There are said to be no votes in defence or foreign affairs in Australia. Years of bipartisanship on both, and an Alliance that is unquestionable, have disempowered debate. The time for change may be in 2019.  

The ALP national conference should have been in July, but the Government decided to hold the ‘Super Saturday’ by-elections on that weekend. The Coalition tried to turn the timing to its advantage in seats where members’ citizenship was in doubt. Prime Minister Turnbull’s move forced Labor to cancel and rebook the Adelaide conference venue. Bill Shorten had to deal with disagreement in the ALP’s ranks about postponing the conference to December, and rejig his strategy for the 2019 election. The Coalition trick didn’t work: the Government lost seats on ‘Super Saturday’ and in every subsequent by-election. It lost a deputy prime minister, a prime minister and Wentworth too. Prospects which were risky for Labor in wintry July looked much more promising in the summer. Even in drought-ridden Queensland it rained.

Something like the rustle of spring was in the air as the conference approached. But why, some asked, was Bill Shorten steadily pre-releasing his economic policies without saying much else, and nothing on foreign affairs or defence? Because he didn’t have to: Prime Minister Morrison dug holes for himself and repeatedly fell into them, managing to put Israelis and Palestinians, Indonesians and Malaysians off, first with his irrational, unnecessary proposal and then his counterproductive, compromise decision about the capital of Israel. Someone wrote him a sound, statesmanlike speech for the Australian Chinese community which was so out of line with his regular statements about Huawei and the perfidious Chinese that it went almost unreported.

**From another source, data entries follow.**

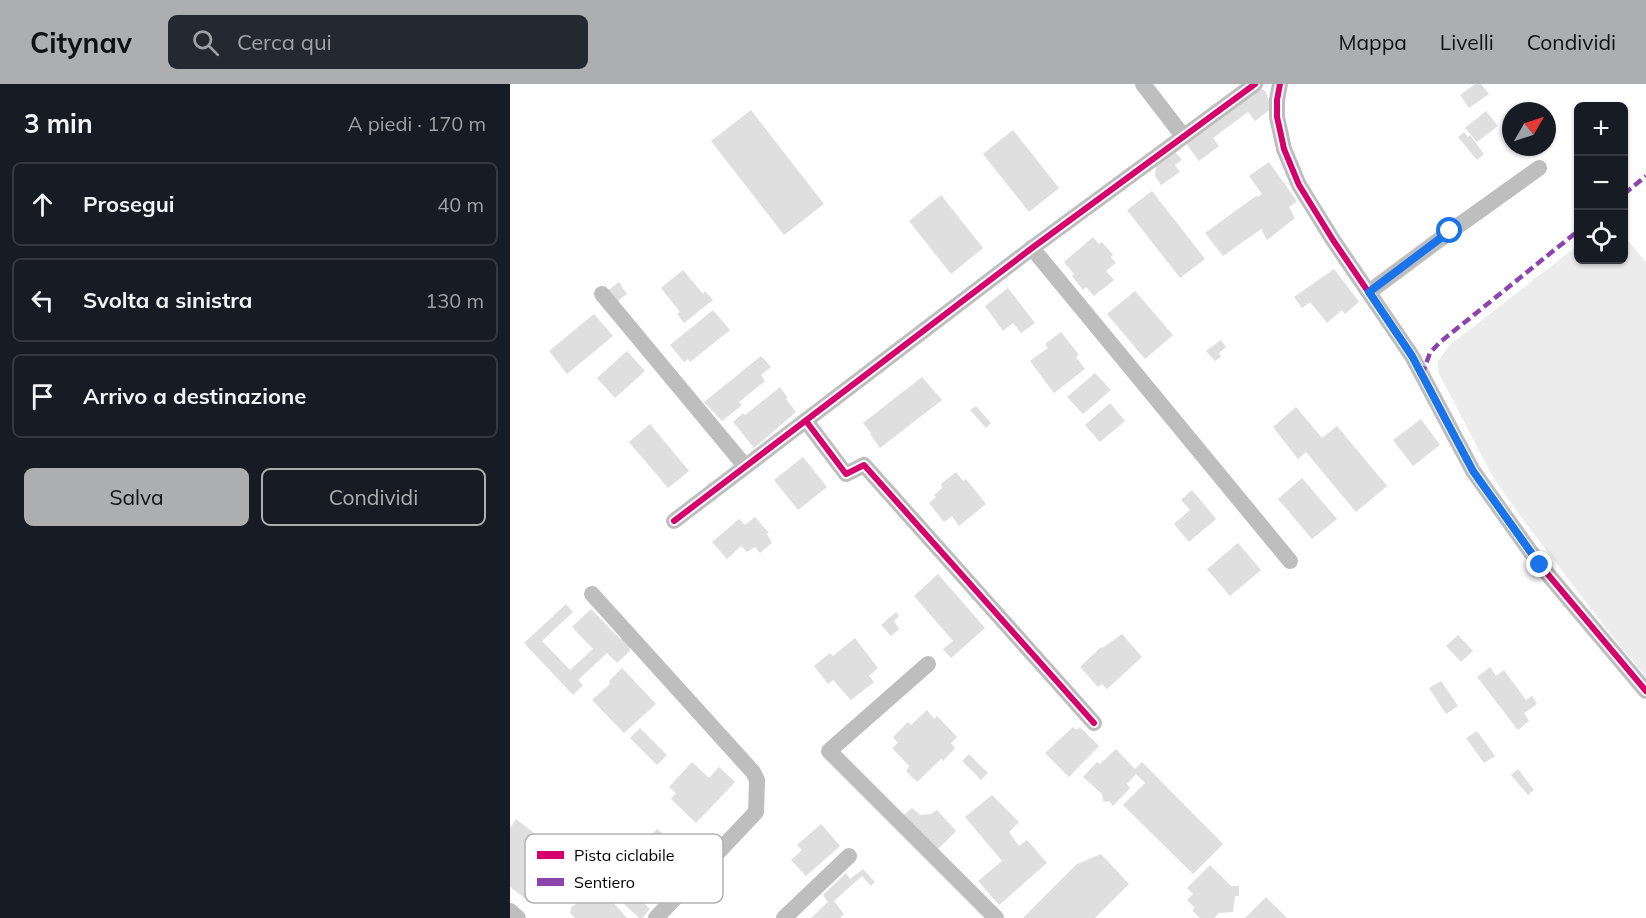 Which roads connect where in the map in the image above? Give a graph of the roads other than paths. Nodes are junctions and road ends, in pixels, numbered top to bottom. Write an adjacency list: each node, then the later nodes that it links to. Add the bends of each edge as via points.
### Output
1 (1143, 84): 4 (street)
2 (1255, 84): 4 (street)
3 (1280, 84): 7 (street, via 1277,117 1293,174)
4 (1184, 136): 6 (street)
5 (1539, 168): 7 (street)
6 (1032, 248): 9 (street); 12 (street)
7 (1369, 292): 15 (street, via 1412,356 1473,471 1540,565)
8 (602, 294): 10 (street)
9 (806, 421): 10 (street); 16 (street, via 846,474 864,465)
10 (745, 466): 11 (street)
11 (674, 521)
12 (1290, 561)
13 (592, 594): 17 (street, via 753,772 757,780 756,812)
14 (928, 664): 24 (street, via 829,751)
15 (1646, 691)
16 (1094, 723)
17 (723, 847)
18 (849, 856): 23 (street)
19 (670, 903): 22 (street)
20 (510, 911): 21 (street)
21 (518, 918)
22 (656, 918)
23 (784, 918)
24 (996, 918)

He claimed Australia would meet its climate change obligations ‘in a canter’ and was widely disbelieved. His hawkish Ministers bragged about Australia becoming the world’s tenth largest exporter of weapons, including a system they were flogging to the UAE for operations against the starving population of Yemen. Australia sided as usual with the US, Israel, and small numbers of small countries in opposing the UN General Assembly’s Palestine resolution, and refused to join the overwhelming majority of states in signing the Treaty on the Prohibition of Nuclear Weapons, which Australians in ICAN inspired. The opinion polls got worse, not catastrophically for preferred Prime Minister, but decisively for which party people wanted in government.

For Labor, as in 1971, it looked as if it was time. Time to show some leadership, take some risks. Time to face down the king-making college of cardinals in the Murdoch media. Time to stop listening reverentially to visiting US generals about the American burdens they want Australia to bear and the price we should pay. Time to stop just talking about an independent foreign and defence policy, and get one. Kevin Rudd told the Adelaide conference that Murdoch’s agenda – and he might have added the agenda of the big miners and banks and the military/industrial/security complex – had become de facto Australian policy (http://www.johnmenadue.com/michelle-grattan-rudd-says-murdoch-media-is-a-political-party-the-conversation-18-12-2018/).

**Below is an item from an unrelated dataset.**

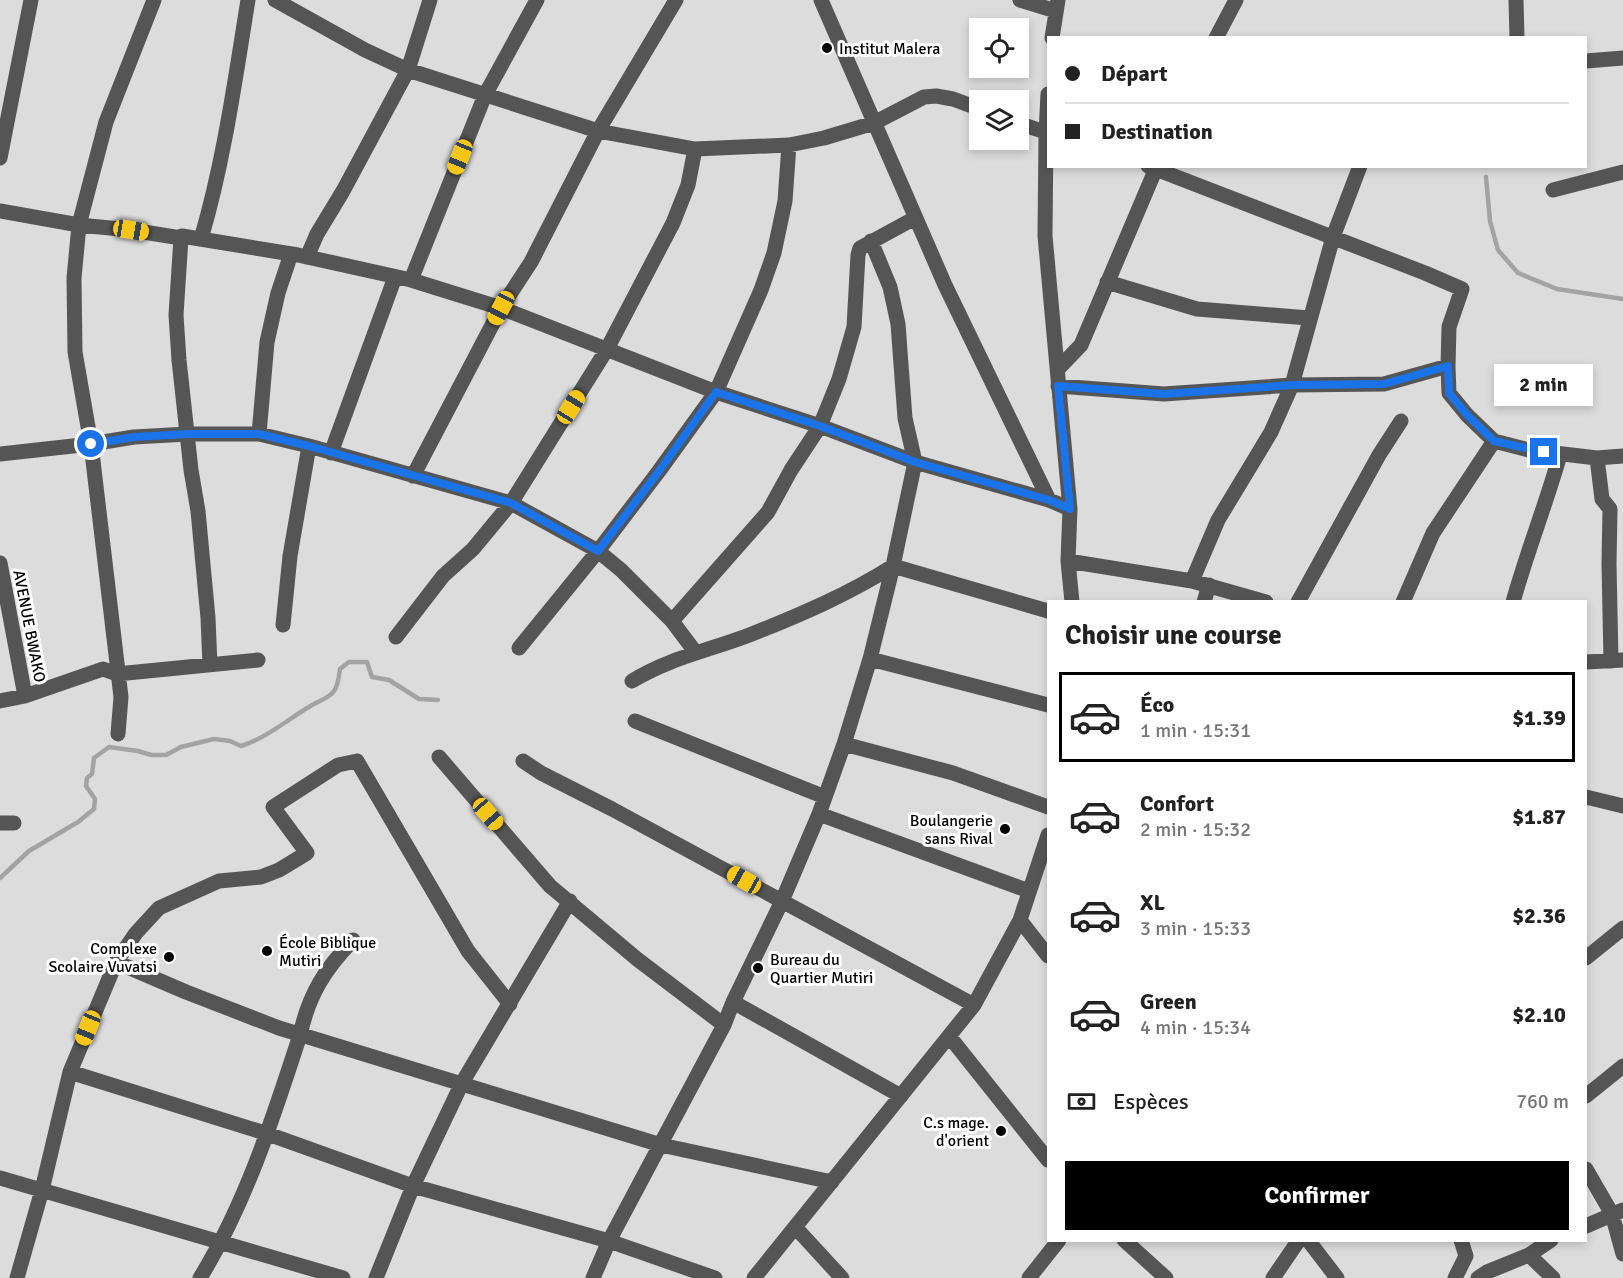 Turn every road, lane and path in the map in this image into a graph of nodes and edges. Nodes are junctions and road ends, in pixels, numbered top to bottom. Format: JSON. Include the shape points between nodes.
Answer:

At the Adelaide conference, competing for attention with the cricket was the first thing. Getting everyone’s most favoured notions (MFN) the attention they deserved was the next. Australians for War Powers Reform has been at it since 2011, first trying to get Australia an independent inquiry into our role in the Iraq War – the UK had its Chilcot Report in 2016 – and then trying by legislation to change the way Australian forces are sent to war. We had no trouble convincing the Greens and some Independents that a debate and a vote in both Houses is the way to head off future ‘captain’s picks’ for war, and further disasters like Vietnam and Iraq. We got a hearing from several back-bench Labour people, but no commitment. We didn’t expect much from the Coalition, so we were not disappointed.

We began to realise that if they thought about it at all, many politicians didn’t grasp the seriousness of the problem. Some assumed troop deployments are carefully considered by those who know all the facts, and that decisions are judiciously made by the right people. The history, going back through Howard to Menzies, suggests otherwise. The Australian Constitution effectively allows a prime minister to decide to dispatch armed forces abroad. This may happen in consultation with his/her closest colleagues but not necessarily, first advising a governor-general but not in recent practice, getting sound legal advice but not lately. Some politicians we spoke to thought a debate in Parliament was required: it is not. Some resisted the very idea of a vote, in a country which claims to believe in democracy and an international rules-based order. (Less is heard about international law, which makes aggression a war crime).

We pressed on with our campaign, not realising that among the politicians we had seen, several had taken up our MFN. On the third day of the conference, when speakers get five minutes to make their pitch, Tim Gartrell did that for our Be Sure On War campaign. The result was:

‘Conference resolves that a Shorten Labor Government will refer the issue of how Australia makes decisions to send service personnel into international armed conflict to an inquiry to be conducted by the Joint Standing Committee on Foreign Affairs, Defence and Trade. This inquiry would take submissions, hold public hearings and produce its findings during the term of the 46th Parliament’.

Dr Alison Broinowski is Vice-President of Australians for war Powers Reform and a member of the campaign committee for Be Sure On War.